The water continuing to rise, the poor women and children were now collected on the poop cabins.
There they sat, crouching down on the deck, holding their children in their arms, and hiding their pallid faces. Mrs Rumbelow was the only one who remained calm. She might have been a little more excited than usual, as she went among them, trying to cheer them up. “Do not be downhearted, my dear women,” she exclaimed. “There is a God in heaven, remember, who takes care of us. He may make the storm to cease, and keep the old ship afloat notwithstanding all the leaks she has got in her bottom. Do you think the men of our regiment are not going to do their duty, and work away at the pumps as long as the pumps will work? If they do not, we will go and handle them ourselves, and put them to shame. Hurrah, lasses! you think better of your young husbands than to suppose that, and we old ones have tried ours, and know that they will not shirk their duty.” Still, though Mrs Rumbelow spoke thus cheerfully, she had a heavy weight at her heart. She had been too often at sea not to know the danger the ship was in, and she observed no signs of the weather improving.

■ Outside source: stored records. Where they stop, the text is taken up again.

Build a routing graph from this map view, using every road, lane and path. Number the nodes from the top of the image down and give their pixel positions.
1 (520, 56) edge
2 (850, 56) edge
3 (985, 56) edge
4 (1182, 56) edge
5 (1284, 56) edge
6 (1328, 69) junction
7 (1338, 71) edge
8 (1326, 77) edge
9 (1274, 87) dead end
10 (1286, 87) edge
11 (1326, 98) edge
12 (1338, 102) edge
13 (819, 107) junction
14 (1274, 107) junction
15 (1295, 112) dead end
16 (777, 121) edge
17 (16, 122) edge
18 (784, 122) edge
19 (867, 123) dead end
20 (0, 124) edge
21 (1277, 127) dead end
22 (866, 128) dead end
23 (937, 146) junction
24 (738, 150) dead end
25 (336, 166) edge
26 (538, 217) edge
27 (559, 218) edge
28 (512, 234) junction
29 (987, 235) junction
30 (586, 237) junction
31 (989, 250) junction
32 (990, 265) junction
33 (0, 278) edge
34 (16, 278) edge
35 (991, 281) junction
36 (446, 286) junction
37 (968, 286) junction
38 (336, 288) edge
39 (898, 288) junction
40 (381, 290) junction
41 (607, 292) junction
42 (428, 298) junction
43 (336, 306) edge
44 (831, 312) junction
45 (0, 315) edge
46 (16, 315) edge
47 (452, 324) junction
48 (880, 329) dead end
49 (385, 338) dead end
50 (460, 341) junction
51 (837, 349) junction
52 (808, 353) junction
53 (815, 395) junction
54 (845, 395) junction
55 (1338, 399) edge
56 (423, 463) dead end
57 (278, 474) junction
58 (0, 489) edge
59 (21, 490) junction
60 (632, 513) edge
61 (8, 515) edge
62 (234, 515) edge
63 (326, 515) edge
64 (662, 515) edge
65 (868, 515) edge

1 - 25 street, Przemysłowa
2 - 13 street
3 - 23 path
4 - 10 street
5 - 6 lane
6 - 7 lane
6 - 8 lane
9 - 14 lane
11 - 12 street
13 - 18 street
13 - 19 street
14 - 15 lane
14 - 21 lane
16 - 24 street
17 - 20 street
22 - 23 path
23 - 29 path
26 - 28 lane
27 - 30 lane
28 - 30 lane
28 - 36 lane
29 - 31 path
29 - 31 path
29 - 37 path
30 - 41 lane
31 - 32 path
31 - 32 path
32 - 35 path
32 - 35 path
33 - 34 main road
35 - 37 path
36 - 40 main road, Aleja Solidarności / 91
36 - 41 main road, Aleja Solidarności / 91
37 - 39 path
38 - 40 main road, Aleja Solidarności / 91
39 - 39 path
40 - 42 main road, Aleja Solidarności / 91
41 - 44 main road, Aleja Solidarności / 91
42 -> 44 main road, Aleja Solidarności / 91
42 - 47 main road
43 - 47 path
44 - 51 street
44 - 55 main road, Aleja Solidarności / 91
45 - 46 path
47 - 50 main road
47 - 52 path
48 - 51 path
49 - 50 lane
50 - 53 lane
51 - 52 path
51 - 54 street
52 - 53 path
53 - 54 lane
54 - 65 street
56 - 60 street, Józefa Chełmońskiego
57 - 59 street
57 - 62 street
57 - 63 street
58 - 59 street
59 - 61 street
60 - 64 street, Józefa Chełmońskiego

The night was again drawing on; Commander Newcombe had done his utmost. The ship was kept under easy sail, to relieve her as much as possible. He would get another sail fothered, which might help to keep out the water a few hours longer. “Should that fail,” he observed to Mr Tobin, “we must get the boats ready, and endeavour to save the lives of as many as they can hold.”
“Too true, sir,” was the answer. “I see no other prospect for us.”

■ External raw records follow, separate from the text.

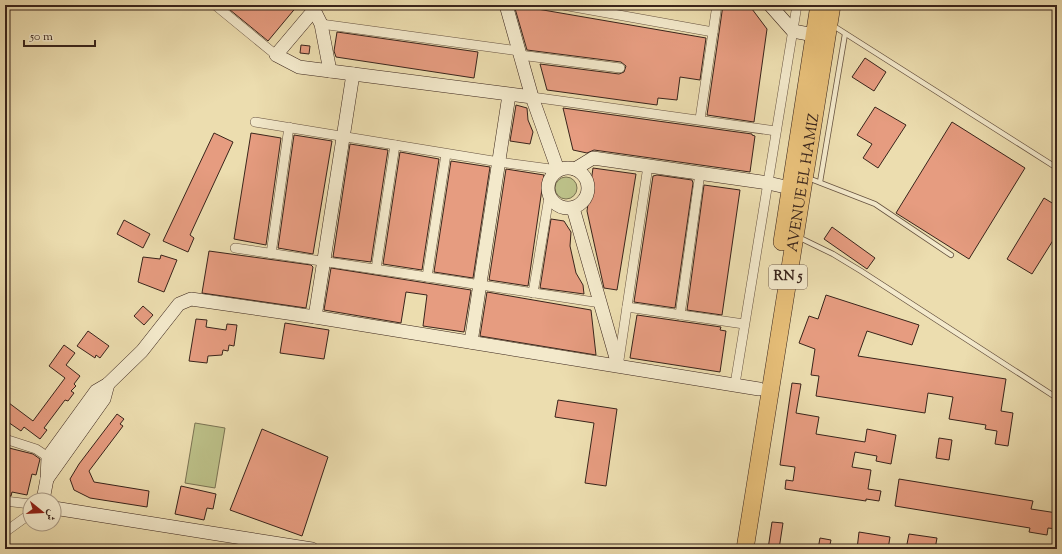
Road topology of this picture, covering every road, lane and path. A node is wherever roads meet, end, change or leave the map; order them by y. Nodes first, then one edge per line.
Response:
1 (215, 5) edge
2 (506, 5) edge
3 (563, 5) edge
4 (717, 5) edge
5 (770, 5) edge
6 (797, 5) edge
7 (819, 5) edge
8 (832, 5) edge
9 (313, 7) edge
10 (321, 24) junction
11 (829, 24) junction
12 (793, 31) junction
13 (713, 32) junction
14 (845, 34) junction
15 (814, 35) junction
16 (520, 53) junction
17 (276, 55) junction
18 (620, 68) dead end
19 (330, 71) junction
20 (353, 74) junction
21 (509, 95) junction
22 (532, 97) junction
23 (700, 119) junction
24 (255, 122) dead end
25 (289, 127) junction
26 (776, 131) junction
27 (343, 137) junction
28 (395, 145) junction
29 (446, 154) junction
30 (499, 162) junction
31 (648, 166) junction
32 (1057, 168) edge
33 (575, 169) junction
34 (558, 170) junction
35 (700, 173) junction
36 (804, 176) junction
37 (820, 182) junction
38 (768, 183) junction
39 (790, 188) junction
40 (549, 197) junction
41 (573, 208) junction
42 (795, 235) junction
43 (236, 248) dead end
44 (271, 254) junction
45 (952, 255) dead end
46 (323, 261) junction
47 (376, 269) junction
48 (427, 277) junction
49 (479, 285) junction
50 (533, 293) junction
51 (601, 303) junction
52 (627, 307) junction
53 (680, 315) junction
54 (315, 317) junction
55 (744, 324) junction
56 (471, 342) junction
57 (618, 365) junction
58 (108, 384) junction
59 (734, 384) junction
60 (759, 389) junction
61 (1057, 398) edge
62 (5, 439) edge
63 (48, 457) junction
64 (46, 479) junction
65 (44, 492) edge
66 (5, 501) edge
67 (22, 503) edge
68 (62, 509) edge
69 (22, 520) edge
70 (5, 532) edge
71 (312, 549) edge
72 (734, 549) edge
73 (745, 549) edge

1 - 17 street
2 - 16 street
3 - 13 street
4 - 13 street
5 - 12 street
6 - 12 street
7 - 15 highway, RN 5
8 - 11 highway, AVENUE EL HAMIZ / RN 5
9 - 10 street
9 - 17 street
10 - 16 street
10 - 19 street
11 - 14 lane
11 - 36 highway, AVENUE EL HAMIZ / RN 5
12 - 15 street
12 - 26 street
13 - 23 street
14 - 32 lane
14 - 37 lane
15 - 39 highway, RN 5
16 - 18 street
16 - 22 street
17 - 19 street
19 - 20 street
20 - 21 street
20 - 27 street
21 - 22 street
21 - 30 street
22 - 23 street
22 - 34 street
23 - 26 street
24 - 25 street
25 - 27 street
25 - 44 street
26 - 38 street
27 - 28 street
27 - 46 street
28 - 29 street
28 - 47 street
29 - 30 street
29 - 48 street
30 - 34 street
30 - 49 street
31 - 33 street
31 - 35 street
31 - 52 street
33 - 34 street
33 - 41 street
34 - 40 street
35 - 38 street
35 - 53 street
36 - 37 lane
36 - 42 highway, AVENUE EL HAMIZ / RN 5
37 - 45 lane
38 - 39 street
38 - 55 street
39 - 60 highway, RN 5
40 - 41 street
40 - 50 street
41 - 51 street
42 - 61 lane
42 - 73 highway, AVENUE EL HAMIZ / RN 5
43 - 44 street
44 - 46 street
46 - 47 street
46 - 54 street
47 - 48 street
48 - 49 street
49 - 50 street
49 - 56 street
50 - 51 street
51 - 57 street
52 - 53 street
52 - 57 street
53 - 55 street
54 - 56 street
54 - 58 street
55 - 59 street
56 - 57 street
57 - 59 street
58 - 63 street
58 - 64 street
59 - 60 street
60 - 72 highway, RN 5
62 - 63 street
63 - 64 street
64 - 65 street
66 - 67 street
68 - 71 street
69 - 70 street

“We must trust in God, Mr Tobin; He is our only hope,” observed the commander with a sigh.
Darkness came down once more upon the hapless ship as she lay rolling and pitching heavily in that cold antarctic sea. The pumps kept clanking away the whole night; the gush of water was heard even amid the roar of the waves, as it rushed from her sides. The men crouched down in groups at their stations in different parts of the ship, many a stout heart knowing full well that at any moment the fearful cry might be heard, “She is sinking! she is sinking!”
The colonel was in his cabin with his wife and daughters. Captain Power sat at the table reading, or endeavouring to read, and every now and then addressing a few remarks to the officers around him. They were mostly behaving as English gentlemen generally do behave under such circumstances, with calm courage, ready to perform any duty which might be required of them. The only person who did not show his face was the unhappy Ensign Holt, who kept himself shut up in his cabin for most of the time. Now and then he appeared, with a pale face, to inquire whether the leaks were being got under; and on being told that they were still gaining on the pumps, he rushed back again, with a look of dismay on his countenance.